━━━━━ Source material

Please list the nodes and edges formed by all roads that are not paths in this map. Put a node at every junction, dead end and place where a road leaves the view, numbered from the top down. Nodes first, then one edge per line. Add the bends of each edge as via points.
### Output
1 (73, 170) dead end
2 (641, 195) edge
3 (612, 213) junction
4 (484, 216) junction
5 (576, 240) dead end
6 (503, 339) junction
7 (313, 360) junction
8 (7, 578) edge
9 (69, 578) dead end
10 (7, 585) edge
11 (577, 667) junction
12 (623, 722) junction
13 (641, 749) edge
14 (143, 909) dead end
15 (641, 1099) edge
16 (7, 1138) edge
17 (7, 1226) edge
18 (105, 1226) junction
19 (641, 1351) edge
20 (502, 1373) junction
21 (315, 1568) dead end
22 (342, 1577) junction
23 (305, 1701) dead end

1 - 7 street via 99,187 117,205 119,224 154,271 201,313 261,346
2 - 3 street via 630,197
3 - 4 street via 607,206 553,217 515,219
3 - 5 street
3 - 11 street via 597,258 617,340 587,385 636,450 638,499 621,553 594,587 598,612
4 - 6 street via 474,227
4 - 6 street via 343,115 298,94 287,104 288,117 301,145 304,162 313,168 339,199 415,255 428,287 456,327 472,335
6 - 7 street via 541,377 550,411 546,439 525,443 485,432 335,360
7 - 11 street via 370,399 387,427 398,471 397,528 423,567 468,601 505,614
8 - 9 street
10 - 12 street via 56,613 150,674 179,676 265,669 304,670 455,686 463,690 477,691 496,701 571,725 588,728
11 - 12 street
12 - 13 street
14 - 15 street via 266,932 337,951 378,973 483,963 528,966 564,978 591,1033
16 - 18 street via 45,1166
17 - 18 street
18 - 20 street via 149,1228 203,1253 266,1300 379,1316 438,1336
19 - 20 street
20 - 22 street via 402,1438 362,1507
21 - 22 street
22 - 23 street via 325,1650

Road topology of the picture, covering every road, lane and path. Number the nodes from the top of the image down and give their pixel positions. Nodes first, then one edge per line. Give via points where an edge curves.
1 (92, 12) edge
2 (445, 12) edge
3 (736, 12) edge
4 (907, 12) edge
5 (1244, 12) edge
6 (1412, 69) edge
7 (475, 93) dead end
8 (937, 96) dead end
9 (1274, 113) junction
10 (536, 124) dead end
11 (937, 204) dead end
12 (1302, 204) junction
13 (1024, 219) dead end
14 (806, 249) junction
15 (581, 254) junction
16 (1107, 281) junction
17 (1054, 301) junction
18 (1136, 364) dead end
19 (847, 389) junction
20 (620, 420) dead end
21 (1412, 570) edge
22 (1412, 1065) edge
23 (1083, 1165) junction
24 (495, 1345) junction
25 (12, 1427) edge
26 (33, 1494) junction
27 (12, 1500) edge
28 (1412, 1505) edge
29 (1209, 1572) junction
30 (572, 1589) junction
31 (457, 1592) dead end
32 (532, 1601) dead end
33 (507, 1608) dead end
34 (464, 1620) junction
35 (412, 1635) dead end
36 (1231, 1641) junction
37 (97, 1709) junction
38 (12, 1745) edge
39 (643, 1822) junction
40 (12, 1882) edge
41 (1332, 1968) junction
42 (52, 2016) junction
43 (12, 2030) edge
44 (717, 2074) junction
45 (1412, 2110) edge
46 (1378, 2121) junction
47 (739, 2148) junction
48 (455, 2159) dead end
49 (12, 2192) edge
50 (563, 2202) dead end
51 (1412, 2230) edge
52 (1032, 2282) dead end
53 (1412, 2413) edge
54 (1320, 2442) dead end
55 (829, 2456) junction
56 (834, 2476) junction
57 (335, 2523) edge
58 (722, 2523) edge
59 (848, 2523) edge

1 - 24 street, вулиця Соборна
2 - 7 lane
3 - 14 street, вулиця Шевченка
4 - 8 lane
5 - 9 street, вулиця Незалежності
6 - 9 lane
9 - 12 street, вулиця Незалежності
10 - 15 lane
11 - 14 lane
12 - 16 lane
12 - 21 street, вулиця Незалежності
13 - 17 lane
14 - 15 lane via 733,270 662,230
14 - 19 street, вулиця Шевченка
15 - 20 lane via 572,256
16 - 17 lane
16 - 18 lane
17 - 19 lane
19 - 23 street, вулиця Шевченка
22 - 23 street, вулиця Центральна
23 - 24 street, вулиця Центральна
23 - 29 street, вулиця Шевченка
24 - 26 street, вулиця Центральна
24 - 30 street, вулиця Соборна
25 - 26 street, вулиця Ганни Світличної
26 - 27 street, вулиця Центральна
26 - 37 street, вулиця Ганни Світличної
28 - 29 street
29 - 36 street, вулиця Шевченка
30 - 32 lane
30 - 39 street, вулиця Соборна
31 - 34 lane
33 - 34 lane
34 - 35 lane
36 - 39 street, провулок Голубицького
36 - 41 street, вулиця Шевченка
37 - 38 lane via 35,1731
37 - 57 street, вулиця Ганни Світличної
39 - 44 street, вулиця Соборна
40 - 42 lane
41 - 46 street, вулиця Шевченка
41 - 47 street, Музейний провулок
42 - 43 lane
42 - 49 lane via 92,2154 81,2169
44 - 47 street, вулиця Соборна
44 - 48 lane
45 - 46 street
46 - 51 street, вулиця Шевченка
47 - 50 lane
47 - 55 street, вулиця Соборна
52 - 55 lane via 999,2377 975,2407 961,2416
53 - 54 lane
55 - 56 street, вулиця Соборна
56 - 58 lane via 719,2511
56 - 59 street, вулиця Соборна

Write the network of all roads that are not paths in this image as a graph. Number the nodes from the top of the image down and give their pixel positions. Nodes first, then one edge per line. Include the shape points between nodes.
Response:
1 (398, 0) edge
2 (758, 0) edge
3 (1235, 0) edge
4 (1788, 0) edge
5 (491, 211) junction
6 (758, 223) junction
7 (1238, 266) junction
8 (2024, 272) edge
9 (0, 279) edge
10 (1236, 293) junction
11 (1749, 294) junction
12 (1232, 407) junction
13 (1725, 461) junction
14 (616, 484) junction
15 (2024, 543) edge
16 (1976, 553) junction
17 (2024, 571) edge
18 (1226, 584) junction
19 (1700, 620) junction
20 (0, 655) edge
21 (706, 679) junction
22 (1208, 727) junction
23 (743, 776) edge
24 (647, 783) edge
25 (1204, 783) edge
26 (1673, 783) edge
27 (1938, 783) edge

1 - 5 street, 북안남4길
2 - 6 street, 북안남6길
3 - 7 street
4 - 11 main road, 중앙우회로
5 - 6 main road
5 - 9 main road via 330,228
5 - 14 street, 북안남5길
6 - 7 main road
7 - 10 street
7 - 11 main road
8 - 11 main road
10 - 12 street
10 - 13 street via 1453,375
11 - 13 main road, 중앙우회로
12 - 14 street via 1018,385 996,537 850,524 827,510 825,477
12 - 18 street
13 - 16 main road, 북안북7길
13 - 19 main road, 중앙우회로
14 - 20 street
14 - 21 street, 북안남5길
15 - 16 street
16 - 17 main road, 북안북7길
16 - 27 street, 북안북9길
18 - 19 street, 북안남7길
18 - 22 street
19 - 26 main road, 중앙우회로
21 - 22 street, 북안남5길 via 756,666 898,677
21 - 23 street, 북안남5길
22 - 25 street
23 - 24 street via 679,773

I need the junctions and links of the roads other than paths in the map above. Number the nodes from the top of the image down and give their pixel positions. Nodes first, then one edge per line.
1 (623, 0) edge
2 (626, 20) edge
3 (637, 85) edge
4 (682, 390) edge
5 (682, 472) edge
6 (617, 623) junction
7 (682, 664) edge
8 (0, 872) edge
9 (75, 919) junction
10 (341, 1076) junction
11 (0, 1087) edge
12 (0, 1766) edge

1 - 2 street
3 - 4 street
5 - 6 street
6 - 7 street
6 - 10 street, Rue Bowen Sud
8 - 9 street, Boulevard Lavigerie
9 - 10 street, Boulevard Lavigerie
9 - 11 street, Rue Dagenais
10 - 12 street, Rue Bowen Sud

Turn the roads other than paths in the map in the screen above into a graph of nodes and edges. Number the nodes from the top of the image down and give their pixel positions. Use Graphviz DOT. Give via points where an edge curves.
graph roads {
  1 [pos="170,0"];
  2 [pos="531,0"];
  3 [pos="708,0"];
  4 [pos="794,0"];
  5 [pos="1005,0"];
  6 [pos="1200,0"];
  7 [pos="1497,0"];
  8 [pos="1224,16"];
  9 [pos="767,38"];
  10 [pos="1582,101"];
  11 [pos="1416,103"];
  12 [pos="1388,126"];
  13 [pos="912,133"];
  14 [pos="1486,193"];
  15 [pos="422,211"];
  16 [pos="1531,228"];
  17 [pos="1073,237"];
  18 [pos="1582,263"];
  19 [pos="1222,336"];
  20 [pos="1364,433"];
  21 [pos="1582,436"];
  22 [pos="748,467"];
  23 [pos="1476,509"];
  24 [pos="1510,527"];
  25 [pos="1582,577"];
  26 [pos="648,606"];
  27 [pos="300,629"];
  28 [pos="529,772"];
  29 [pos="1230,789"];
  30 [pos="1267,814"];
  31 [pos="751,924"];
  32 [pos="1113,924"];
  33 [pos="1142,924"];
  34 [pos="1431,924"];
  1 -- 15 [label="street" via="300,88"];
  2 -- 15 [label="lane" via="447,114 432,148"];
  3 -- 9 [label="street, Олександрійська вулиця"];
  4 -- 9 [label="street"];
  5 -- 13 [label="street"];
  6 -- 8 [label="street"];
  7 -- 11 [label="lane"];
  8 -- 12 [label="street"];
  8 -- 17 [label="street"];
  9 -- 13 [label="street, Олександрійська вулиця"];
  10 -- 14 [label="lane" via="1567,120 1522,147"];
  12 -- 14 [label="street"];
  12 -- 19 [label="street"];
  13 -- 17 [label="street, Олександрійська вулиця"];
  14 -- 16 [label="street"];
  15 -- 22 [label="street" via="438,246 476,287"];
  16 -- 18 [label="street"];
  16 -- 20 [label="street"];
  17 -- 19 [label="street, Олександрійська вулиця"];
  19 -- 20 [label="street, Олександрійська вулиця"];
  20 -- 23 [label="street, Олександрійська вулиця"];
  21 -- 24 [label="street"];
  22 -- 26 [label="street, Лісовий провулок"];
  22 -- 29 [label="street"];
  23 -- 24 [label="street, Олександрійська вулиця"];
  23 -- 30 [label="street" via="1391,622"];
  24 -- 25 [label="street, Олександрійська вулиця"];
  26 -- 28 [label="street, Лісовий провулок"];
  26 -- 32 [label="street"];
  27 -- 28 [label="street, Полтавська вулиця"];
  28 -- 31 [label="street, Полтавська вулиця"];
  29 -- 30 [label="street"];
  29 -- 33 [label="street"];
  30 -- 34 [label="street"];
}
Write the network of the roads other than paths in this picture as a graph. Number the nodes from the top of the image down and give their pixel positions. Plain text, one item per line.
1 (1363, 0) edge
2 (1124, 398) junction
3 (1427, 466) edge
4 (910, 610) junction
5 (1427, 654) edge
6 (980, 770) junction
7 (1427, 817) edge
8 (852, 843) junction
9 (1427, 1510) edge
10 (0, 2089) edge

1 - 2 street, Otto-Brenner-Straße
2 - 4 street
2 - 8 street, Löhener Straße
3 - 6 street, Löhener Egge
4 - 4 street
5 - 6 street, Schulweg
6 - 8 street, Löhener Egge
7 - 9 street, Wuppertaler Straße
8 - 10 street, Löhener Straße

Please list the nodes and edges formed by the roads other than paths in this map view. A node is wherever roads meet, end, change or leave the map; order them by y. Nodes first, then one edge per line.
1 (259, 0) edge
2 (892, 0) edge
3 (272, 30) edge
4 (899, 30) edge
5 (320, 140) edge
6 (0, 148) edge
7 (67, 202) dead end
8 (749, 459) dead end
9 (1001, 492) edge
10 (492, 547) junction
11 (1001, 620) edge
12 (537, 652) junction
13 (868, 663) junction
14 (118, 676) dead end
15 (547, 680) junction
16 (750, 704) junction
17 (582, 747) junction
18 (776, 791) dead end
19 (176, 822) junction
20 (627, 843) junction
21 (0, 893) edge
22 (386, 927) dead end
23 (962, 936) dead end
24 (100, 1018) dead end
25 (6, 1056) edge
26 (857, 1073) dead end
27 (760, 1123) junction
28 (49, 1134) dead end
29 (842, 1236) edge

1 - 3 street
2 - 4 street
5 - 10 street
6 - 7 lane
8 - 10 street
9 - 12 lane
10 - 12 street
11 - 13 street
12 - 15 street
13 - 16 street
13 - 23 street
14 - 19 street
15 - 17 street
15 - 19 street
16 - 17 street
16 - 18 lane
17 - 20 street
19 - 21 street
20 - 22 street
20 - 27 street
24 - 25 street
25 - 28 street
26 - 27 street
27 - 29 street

━━━━━━━━━━

Task item
Each line that holds the string "Bowen" is to be copied from the entries above.

Result for this exercise
6 - 10 street, Rue Bowen Sud
10 - 12 street, Rue Bowen Sud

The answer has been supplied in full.